Danilo Gonzalez Hashimoto wrote:

>         That's my feeling: Pete's proposed GAM is essencial to Linux in Science. If you have a good infra-structure(common scripting language(s), modularity, standardized file formats, etc), and good basic software(data archiving and cataloging, R-like analisis...) with a nice user interface, 'more specialized people' will write 'more specialized software' to fulfill their needs, with many advantages, in this platform.
> 
>         What do you think should be basic software to scientific purposes? Do you think a inteface to other programs is enough, or perhaps rewriting/merging/borrowing is better?

You bring up some really good points.
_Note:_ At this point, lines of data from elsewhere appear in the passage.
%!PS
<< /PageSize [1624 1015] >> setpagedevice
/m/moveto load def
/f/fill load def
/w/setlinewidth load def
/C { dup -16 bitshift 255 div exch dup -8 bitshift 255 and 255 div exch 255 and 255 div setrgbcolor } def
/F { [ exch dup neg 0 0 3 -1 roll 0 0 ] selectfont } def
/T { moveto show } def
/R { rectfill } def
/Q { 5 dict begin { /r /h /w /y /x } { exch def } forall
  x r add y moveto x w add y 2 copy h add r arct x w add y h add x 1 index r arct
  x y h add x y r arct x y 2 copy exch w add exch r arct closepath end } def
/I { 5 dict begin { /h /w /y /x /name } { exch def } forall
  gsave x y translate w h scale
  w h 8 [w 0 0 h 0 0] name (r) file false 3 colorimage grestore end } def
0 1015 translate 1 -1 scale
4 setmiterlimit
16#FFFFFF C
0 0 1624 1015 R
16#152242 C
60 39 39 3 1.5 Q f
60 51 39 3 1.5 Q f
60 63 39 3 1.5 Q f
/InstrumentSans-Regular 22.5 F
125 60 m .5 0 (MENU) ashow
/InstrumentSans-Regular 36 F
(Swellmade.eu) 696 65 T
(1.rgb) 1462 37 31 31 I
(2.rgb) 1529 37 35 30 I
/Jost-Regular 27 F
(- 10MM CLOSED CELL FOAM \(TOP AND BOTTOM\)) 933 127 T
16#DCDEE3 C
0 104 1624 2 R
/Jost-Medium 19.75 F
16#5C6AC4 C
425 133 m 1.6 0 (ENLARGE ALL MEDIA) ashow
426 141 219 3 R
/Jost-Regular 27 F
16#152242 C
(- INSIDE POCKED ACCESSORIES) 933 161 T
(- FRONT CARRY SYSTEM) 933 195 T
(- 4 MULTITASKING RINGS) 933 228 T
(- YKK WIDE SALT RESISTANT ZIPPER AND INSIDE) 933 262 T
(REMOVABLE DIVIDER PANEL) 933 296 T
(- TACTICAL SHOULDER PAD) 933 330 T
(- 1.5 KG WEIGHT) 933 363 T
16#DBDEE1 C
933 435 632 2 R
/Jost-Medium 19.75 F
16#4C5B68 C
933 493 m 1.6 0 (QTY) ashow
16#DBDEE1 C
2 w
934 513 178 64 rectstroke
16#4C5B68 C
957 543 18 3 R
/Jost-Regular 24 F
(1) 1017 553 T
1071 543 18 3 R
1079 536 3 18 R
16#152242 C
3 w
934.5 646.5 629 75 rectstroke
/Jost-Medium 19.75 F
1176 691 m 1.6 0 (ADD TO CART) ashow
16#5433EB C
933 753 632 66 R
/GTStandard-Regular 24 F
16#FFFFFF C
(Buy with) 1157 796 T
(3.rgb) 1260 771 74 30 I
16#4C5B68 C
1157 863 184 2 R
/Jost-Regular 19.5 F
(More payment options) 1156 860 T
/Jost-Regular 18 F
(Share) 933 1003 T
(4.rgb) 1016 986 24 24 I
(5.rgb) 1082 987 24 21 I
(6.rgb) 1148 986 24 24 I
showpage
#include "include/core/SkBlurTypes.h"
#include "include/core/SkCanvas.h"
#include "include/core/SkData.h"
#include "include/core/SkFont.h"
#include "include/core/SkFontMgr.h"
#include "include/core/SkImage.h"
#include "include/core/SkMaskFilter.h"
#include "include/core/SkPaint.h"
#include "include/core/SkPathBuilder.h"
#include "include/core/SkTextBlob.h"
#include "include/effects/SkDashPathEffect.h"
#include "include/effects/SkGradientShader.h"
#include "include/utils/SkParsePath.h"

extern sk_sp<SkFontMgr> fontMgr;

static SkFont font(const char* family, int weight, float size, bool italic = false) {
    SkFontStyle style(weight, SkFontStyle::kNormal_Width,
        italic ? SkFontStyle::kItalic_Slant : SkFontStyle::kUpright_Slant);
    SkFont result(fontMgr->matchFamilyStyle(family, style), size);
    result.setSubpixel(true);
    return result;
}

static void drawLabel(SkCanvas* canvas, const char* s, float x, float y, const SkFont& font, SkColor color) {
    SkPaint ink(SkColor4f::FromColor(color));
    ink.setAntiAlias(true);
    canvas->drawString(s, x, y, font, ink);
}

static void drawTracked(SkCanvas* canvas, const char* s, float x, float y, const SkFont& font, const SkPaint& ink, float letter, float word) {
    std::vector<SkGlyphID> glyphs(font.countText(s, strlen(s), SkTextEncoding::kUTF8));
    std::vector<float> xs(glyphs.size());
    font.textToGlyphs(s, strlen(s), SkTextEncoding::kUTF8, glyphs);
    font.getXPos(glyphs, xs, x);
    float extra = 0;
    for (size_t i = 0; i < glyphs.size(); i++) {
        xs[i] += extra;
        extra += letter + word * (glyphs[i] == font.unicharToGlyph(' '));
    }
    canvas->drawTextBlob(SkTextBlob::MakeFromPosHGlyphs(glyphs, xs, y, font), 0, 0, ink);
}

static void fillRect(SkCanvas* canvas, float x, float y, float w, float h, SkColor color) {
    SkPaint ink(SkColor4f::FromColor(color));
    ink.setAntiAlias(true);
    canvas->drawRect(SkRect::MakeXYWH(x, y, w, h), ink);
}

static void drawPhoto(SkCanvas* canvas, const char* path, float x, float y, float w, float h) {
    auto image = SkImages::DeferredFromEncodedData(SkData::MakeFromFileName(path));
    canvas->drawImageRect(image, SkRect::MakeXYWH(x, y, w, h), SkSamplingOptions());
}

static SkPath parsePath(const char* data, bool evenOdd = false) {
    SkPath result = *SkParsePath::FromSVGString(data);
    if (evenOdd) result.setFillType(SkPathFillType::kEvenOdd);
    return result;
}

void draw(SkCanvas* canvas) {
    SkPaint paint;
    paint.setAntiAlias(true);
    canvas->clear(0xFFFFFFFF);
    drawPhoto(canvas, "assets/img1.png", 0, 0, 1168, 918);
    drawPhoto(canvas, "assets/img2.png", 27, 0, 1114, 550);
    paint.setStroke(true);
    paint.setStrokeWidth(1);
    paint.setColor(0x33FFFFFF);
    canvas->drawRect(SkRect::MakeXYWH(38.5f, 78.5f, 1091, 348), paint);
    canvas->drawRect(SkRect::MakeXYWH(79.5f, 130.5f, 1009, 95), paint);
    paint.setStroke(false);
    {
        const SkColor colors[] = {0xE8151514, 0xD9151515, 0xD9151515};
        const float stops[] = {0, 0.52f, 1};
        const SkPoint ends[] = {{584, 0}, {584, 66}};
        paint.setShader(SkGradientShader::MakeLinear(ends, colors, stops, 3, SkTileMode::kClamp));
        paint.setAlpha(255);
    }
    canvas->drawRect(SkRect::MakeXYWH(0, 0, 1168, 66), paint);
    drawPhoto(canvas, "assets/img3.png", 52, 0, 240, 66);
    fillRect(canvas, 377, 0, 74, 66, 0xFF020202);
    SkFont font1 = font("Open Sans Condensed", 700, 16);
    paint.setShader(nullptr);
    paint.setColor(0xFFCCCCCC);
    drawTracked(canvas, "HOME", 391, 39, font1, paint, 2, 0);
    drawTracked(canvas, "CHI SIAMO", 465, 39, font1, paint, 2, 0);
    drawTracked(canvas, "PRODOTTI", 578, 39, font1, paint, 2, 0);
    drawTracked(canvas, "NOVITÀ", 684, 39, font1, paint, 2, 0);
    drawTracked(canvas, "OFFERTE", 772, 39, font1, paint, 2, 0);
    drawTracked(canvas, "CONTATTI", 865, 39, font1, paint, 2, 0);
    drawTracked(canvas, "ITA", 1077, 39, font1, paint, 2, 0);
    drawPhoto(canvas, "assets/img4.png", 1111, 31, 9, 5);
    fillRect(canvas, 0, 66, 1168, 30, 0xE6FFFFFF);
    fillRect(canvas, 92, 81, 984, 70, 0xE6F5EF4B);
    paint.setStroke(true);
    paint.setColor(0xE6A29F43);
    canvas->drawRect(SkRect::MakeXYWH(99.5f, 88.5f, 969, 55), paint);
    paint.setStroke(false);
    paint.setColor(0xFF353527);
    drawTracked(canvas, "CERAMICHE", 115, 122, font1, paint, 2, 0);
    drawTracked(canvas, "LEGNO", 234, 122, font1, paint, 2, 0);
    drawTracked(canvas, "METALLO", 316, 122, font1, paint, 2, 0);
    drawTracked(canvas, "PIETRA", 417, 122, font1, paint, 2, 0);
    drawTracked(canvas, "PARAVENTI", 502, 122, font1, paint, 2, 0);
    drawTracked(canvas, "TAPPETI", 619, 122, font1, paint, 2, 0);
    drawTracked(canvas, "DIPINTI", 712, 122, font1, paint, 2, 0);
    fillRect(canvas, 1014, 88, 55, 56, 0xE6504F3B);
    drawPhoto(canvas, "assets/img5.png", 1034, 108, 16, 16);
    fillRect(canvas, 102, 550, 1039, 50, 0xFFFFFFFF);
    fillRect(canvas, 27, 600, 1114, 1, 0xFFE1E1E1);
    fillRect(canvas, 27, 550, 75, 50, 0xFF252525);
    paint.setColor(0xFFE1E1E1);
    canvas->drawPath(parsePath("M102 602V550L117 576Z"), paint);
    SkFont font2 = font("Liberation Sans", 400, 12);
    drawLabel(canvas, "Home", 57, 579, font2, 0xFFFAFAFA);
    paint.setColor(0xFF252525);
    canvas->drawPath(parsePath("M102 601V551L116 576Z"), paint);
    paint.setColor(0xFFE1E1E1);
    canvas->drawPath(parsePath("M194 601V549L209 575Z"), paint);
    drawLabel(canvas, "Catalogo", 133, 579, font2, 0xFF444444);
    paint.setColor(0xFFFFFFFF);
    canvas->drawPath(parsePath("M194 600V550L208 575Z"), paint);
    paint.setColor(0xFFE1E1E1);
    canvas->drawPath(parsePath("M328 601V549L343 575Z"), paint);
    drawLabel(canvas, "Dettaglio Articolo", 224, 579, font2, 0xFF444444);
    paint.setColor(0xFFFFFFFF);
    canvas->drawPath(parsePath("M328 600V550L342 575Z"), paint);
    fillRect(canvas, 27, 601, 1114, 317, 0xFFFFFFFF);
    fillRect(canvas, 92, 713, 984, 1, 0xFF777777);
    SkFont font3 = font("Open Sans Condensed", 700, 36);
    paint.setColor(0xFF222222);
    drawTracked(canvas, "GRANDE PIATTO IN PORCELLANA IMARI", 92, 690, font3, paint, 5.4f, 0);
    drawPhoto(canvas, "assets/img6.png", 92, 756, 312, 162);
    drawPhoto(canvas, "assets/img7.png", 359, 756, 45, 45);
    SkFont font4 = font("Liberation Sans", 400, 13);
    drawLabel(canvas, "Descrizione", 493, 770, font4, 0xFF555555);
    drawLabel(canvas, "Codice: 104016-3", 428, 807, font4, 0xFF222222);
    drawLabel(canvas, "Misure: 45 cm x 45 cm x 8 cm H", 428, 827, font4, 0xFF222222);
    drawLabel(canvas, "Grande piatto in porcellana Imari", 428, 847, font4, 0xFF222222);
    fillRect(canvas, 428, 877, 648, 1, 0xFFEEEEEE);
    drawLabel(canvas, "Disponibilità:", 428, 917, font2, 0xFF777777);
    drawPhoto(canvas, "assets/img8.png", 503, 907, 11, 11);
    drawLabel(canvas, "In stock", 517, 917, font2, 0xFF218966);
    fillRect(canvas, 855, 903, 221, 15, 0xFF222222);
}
I'm still not sure how to go about it,
but I can draw on some of the experiences that I've had dealing with large
datasets and specialized analyses as part of my own work.

Managing data - To me, this is the greatest of my problems. Getting data
from one dataset into one application for one analysis, into a second for
graphing, into a third for yet another analysis is time consuming and often
confusing. For me, making it easier to get data to/fro different packages
would be the primary goal of GAM.

Precision - I've been bitten by the precision bug more times than I care to
admit. Much of the data we deal with on a daily basis seldom comes in nice
integers, but as floating point data. Moving data from one app to another
has the very nasty habit of introducing error into calculations; larger
numbers may not be as worrisome, but much of our data is log-transformed so
small, almost imperceptible changes here are important. How have other
people dealt with this issue?

Interface - As far as going beyond the interface level, I'm hesitant to go
too far in that direction (but I can be convinced otherwise). I'd rather see
a group of motivated people write a killer graphing app or stats app or
whatever, and interface to that. Both Grace and R have good CLIs, and both
seem to be driven by very motivated people. I'm not sure that such energy
could be easily duplicated by another effort. Besides, most of the apps that
we would want already exist to some level (not all as advanced as we'd like,
perhaps), and I think an interface may be the best option.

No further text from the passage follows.